Bolsonaro, der sich mehrfach als Anhänger der Diktatur (1964-1985) geoutet hat, setzt damit auch in der Personalpolitik auf eine Militarisierung der Innenpolitik und eine neue radikale Frontstellung gegen soziale Bewegungen.

Bolsonaro hatte am Sonntag die Stichwahl um das Präsidentenamt gewonnen. Nach Auszählung von 99,85 Prozent der Urnen kam er auf 55 Prozent der gültigen Stimmen. Der Kandidat der Arbeiterpartei, Fernando Haddad, erhielt dementsprechend 45 Prozent. Der Wahlsieg des Rechtsextremisten bedeutet für die brasilianische Demokratie eine Zäsur. Der Hauptmann der Reserve hat angekündigt, das Land von politischen Gegnern zu “säubern”.

In einem ersten Interview mit dem Privatsender RecordTV äußerte sich Bolsonaro auch zu seinen im Wahlkampf angekündigten Vorhaben wie einer Liberalisierung des Waffenrechtes und einer Verschärfung der Politik gegenüber sozialen Bewegungen. Vor allem von der Landlosenbewegung MST und der Bewegung der Obdachlosen in dem von massiven sozialen Gegensätzen geprägten Land dürften diese Stellungnahmen mit Sorge aufgenommen werden.
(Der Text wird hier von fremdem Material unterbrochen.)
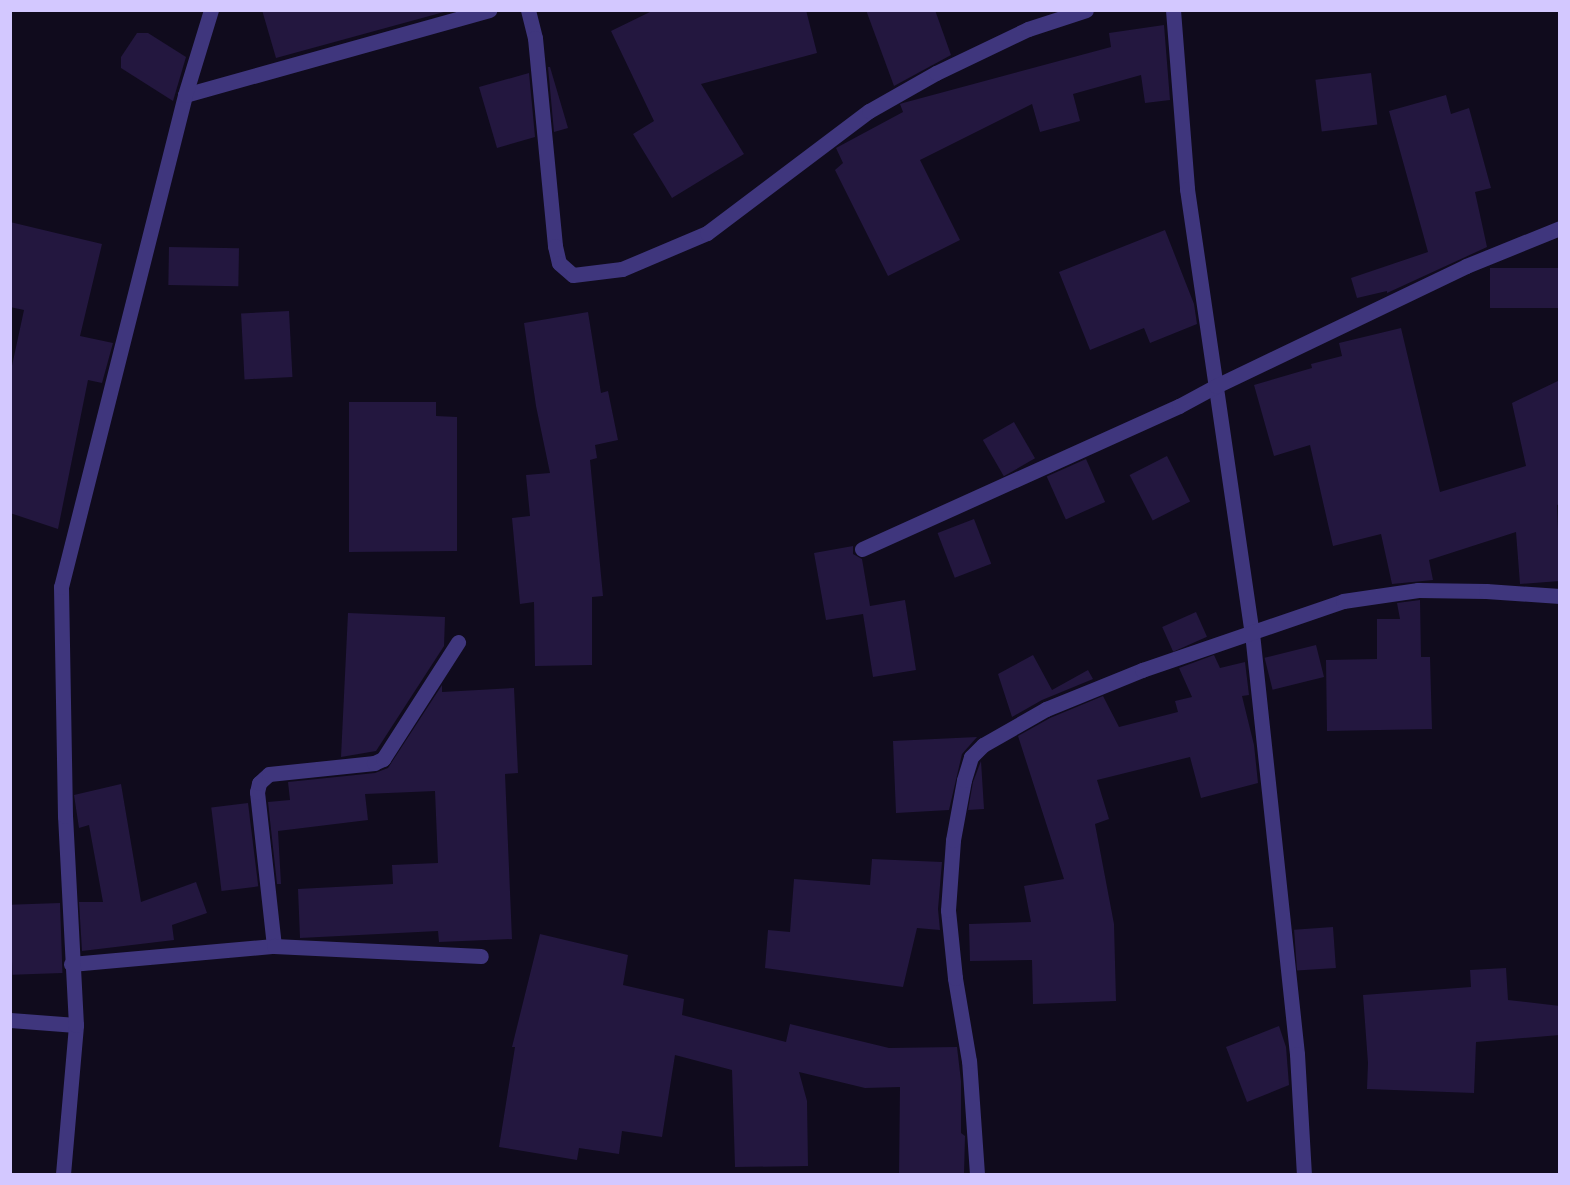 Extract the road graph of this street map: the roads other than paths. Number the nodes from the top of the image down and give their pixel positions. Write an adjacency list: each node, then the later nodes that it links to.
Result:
1 (211, 10): 6 (street)
2 (489, 10): 6 (street)
3 (528, 10): 4 (street)
4 (1086, 10)
5 (1173, 10): 8 (street)
6 (185, 95): 15 (street)
7 (1560, 228): 8 (street)
8 (1216, 386): 9 (street); 11 (street)
9 (862, 549)
10 (1560, 596): 11 (street)
11 (1252, 633): 19 (street); 20 (street)
12 (458, 642): 13 (street)
13 (274, 946): 14 (street); 15 (street)
14 (481, 956)
15 (71, 964): 17 (street)
16 (10, 1020): 17 (street)
17 (76, 1025): 18 (street)
18 (63, 1174)
19 (977, 1174)
20 (1304, 1174)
Landbesetzungen durch die MST-Bewegung will Bolsonaro künftig nicht mehr akzeptieren und als Terrorismus verfolgen lassen. Er werde weder mit der Landlosenbewegung noch mit der Bewegung der obdachlosen Arbeiter Gespräche führen, sagte er gegenüber RecordTV. “Jede Aktion von MST und MTST wird als Terrorismus beurteilt werden. Das Privateigentum ist heilig”, so Bolsonaro.

Eher Duterte als Trump

Die ersten Schritte des designierten Präsidenten scheinen die Befürchtungen vor einer gewaltsamen Zuspitzung der politischen und sozialen Kontroversen in dem südamerikanischen Schwellenland zu bestätigen. Um die Tragweite der Wahl vom Sonntag zu verstehen, müssen Herkunft, Ideologie und Bündnispolitik des ultrarechten Politikers gemeinsam betrachtet werden.
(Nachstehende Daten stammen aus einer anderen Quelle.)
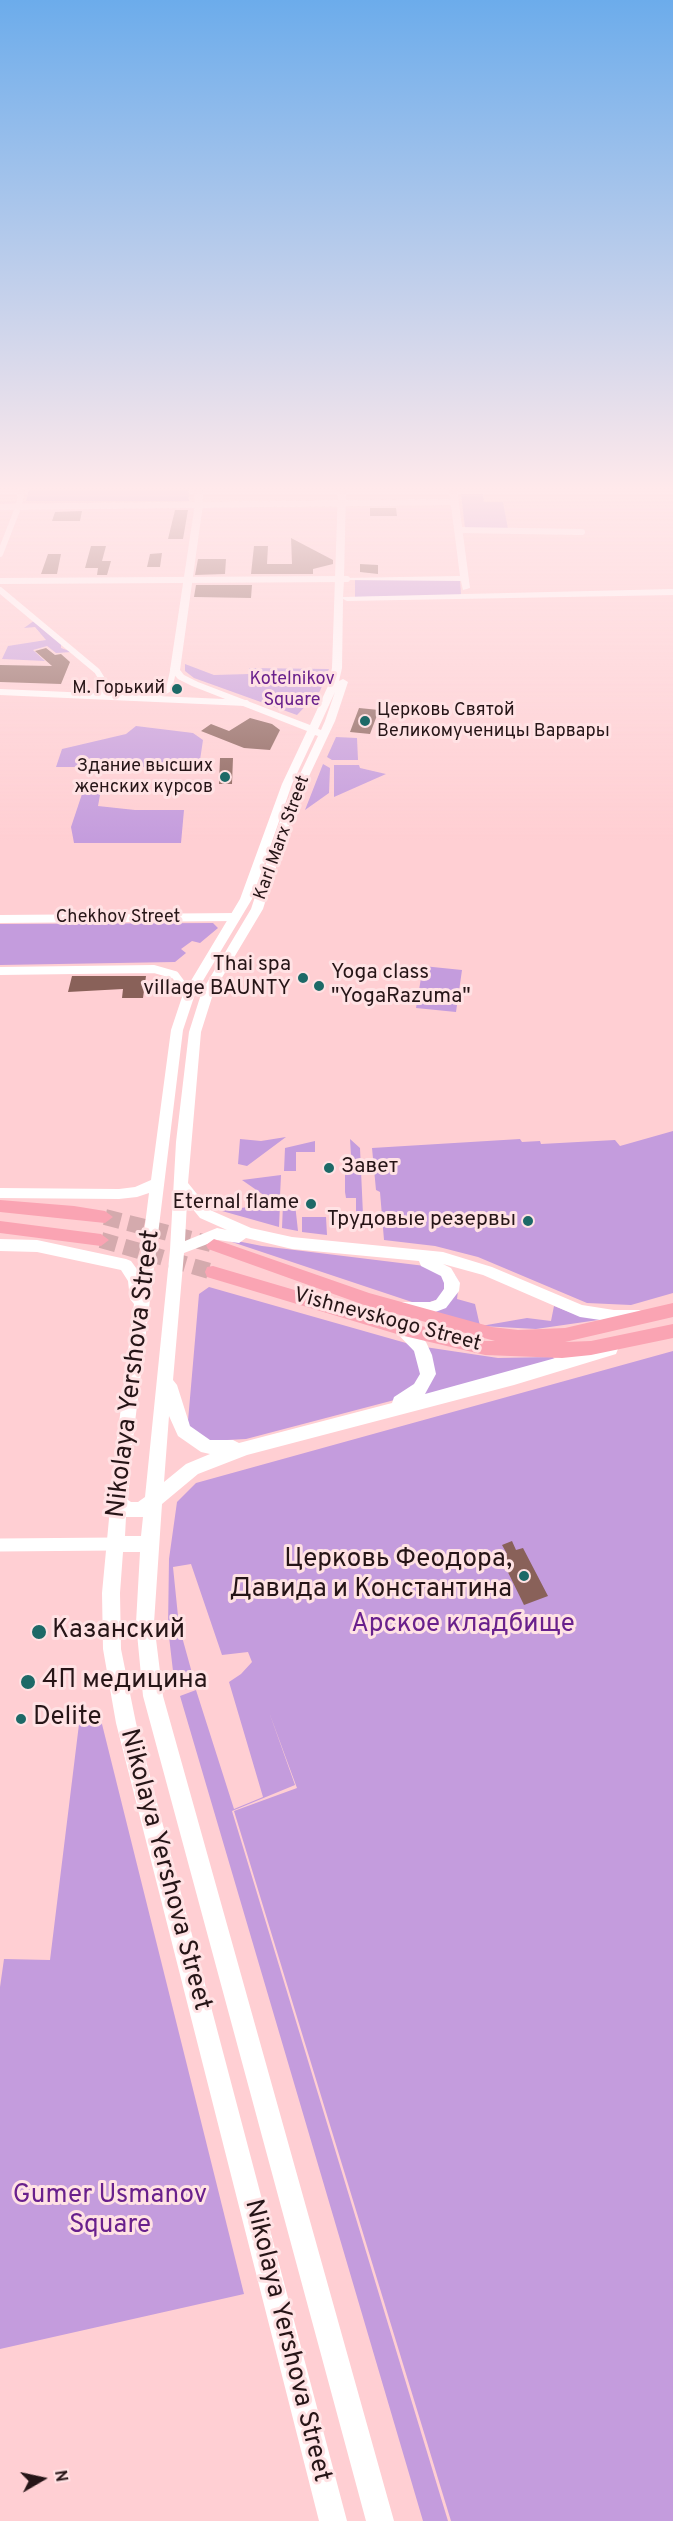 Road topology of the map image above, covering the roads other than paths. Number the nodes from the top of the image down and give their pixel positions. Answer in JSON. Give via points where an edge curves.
{"nodes":[{"id":1,"x":20,"y":607,"type":"edge"},
{"id":2,"x":182,"y":607,"type":"edge"},
{"id":3,"x":341,"y":607,"type":"edge"},
{"id":4,"x":347,"y":607,"type":"edge"},
{"id":5,"x":174,"y":667,"type":"junction"},
{"id":6,"x":0,"y":692,"type":"edge"},
{"id":7,"x":102,"y":695,"type":"junction"},
{"id":8,"x":150,"y":698,"type":"junction"},
{"id":9,"x":246,"y":703,"type":"junction"},
{"id":10,"x":317,"y":732,"type":"junction"},
{"id":11,"x":236,"y":918,"type":"junction"},
{"id":12,"x":0,"y":919,"type":"edge"},
{"id":13,"x":0,"y":970,"type":"edge"},
{"id":14,"x":189,"y":994,"type":"junction"},
{"id":15,"x":183,"y":1143,"type":"joint"},
{"id":16,"x":158,"y":1183,"type":"junction"},
{"id":17,"x":180,"y":1183,"type":"junction"},
{"id":18,"x":0,"y":1193,"type":"edge"},
{"id":19,"x":0,"y":1206,"type":"edge"},
{"id":20,"x":105,"y":1217,"type":"tunnel mouth"},
{"id":21,"x":0,"y":1227,"type":"edge"},
{"id":22,"x":101,"y":1240,"type":"tunnel mouth"},
{"id":23,"x":0,"y":1245,"type":"edge"},
{"id":24,"x":214,"y":1245,"type":"tunnel mouth"},
{"id":25,"x":177,"y":1250,"type":"junction"},
{"id":26,"x":213,"y":1272,"type":"tunnel mouth"},
{"id":27,"x":367,"y":1299,"type":"junction"},
{"id":28,"x":673,"y":1310,"type":"edge"},
{"id":29,"x":141,"y":1314,"type":"junction"},
{"id":30,"x":654,"y":1316,"type":"junction"},
{"id":31,"x":400,"y":1328,"type":"junction"},
{"id":32,"x":672,"y":1331,"type":"edge"},
{"id":33,"x":166,"y":1369,"type":"junction"},
{"id":34,"x":153,"y":1502,"type":"junction"},
{"id":35,"x":119,"y":1504,"type":"junction"},
{"id":36,"x":115,"y":1544,"type":"junction"},
{"id":37,"x":149,"y":1544,"type":"junction"},
{"id":38,"x":0,"y":1545,"type":"edge"},
{"id":39,"x":333,"y":2521,"type":"edge"},
{"id":40,"x":380,"y":2521,"type":"edge"}],
"edges":[{"from":1,"to":7,"type":"street","via":[[97,671],[102,679]]},
{"from":2,"to":5,"type":"main road"},
{"from":3,"to":10,"type":"main road","name":"Karl Marx Street","via":[[337,668]]},
{"from":4,"to":10,"type":"main road","name":"Karl Marx Street","via":[[342,686]]},
{"from":5,"to":8,"type":"street","via":[[169,689]]},
{"from":5,"to":9,"type":"main road","via":[[181,677]]},
{"from":6,"to":7,"type":"street"},
{"from":7,"to":8,"type":"street"},
{"from":8,"to":9,"type":"street"},
{"from":9,"to":10,"type":"main road"},
{"from":10,"to":11,"type":"main road","name":"Karl Marx Street","via":[[273,817]]},
{"from":10,"to":15,"type":"main road","name":"Karl Marx Street","via":[[257,909],[201,1007]]},
{"from":11,"to":12,"type":"street","name":"Chekhov Street"},
{"from":11,"to":14,"type":"main road","name":"Karl Marx Street"},
{"from":13,"to":14,"type":"street","via":[[154,969],[175,975]]},
{"from":14,"to":16,"type":"main road","name":"Nikolaya Yershova Street","via":[[177,1030]]},
{"from":15,"to":17,"type":"main road","name":"Nikolaya Yershova Street"},
{"from":16,"to":18,"type":"main road","via":[[119,1194]]},
{"from":16,"to":29,"type":"main road","name":"Nikolaya Yershova Street"},
{"from":17,"to":25,"type":"main road","name":"Nikolaya Yershova Street"},
{"from":17,"to":30,"type":"main road","via":[[205,1214],[248,1233],[292,1243],[443,1258],[487,1271],[580,1311]]},
{"from":19,"to":20,"type":"main road"},
{"from":21,"to":22,"type":"main road"},
{"from":23,"to":29,"type":"main road","via":[[37,1246],[126,1265],[136,1281]]},
{"from":24,"to":27,"type":"main road","name":"Vishnevskogo Street"},
{"from":25,"to":27,"type":"main road","via":[[206,1237],[226,1234],[290,1248],[430,1263],[446,1272],[452,1283],[447,1298],[430,1308]]},
{"from":25,"to":33,"type":"main road","name":"Nikolaya Yershova Street"},
{"from":26,"to":31,"type":"main road","name":"Vishnevskogo Street"},
{"from":27,"to":30,"type":"main road","name":"Vishnevskogo Street","via":[[449,1323],[518,1336],[588,1332]]},
{"from":28,"to":30,"type":"main road","name":"Vishnevskogo Street"},
{"from":29,"to":35,"type":"main road","name":"Nikolaya Yershova Street"},
{"from":31,"to":32,"type":"main road","name":"Vishnevskogo Street","via":[[485,1348],[535,1352],[591,1348]]},
{"from":31,"to":33,"type":"main road","via":[[420,1347],[427,1365],[425,1382],[412,1396],[390,1407],[242,1445],[207,1447],[184,1431],[170,1396]]},
{"from":32,"to":34,"type":"main road","via":[[514,1378],[245,1448],[192,1469]]},
{"from":33,"to":34,"type":"main road","name":"Nikolaya Yershova Street"},
{"from":34,"to":35,"type":"main road","via":[[135,1511]]},
{"from":34,"to":37,"type":"main road","name":"Nikolaya Yershova Street"},
{"from":35,"to":36,"type":"main road","name":"Nikolaya Yershova Street"},
{"from":36,"to":37,"type":"main road"},
{"from":36,"to":38,"type":"street"},
{"from":36,"to":39,"type":"main road","name":"Nikolaya Yershova Street","via":[[112,1649],[126,1722]]},
{"from":37,"to":40,"type":"main road","name":"Nikolaya Yershova Street","via":[[145,1623],[153,1696]]}]}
In westlichen Medien wurde Bolsonaro in Anlehnung an den US-Präsidenten wiederholt als “Trump Brasiliens” bezeichnet. Diese Parallele stimmt insofern, als auch Bolsonaro parteienpolitisch lang als Außenseiter galt und in seiner fast 30-jährigen Parlamentszugehörigkeit mehr durch Provokationen als durch Sacharbeit von sich reden machte.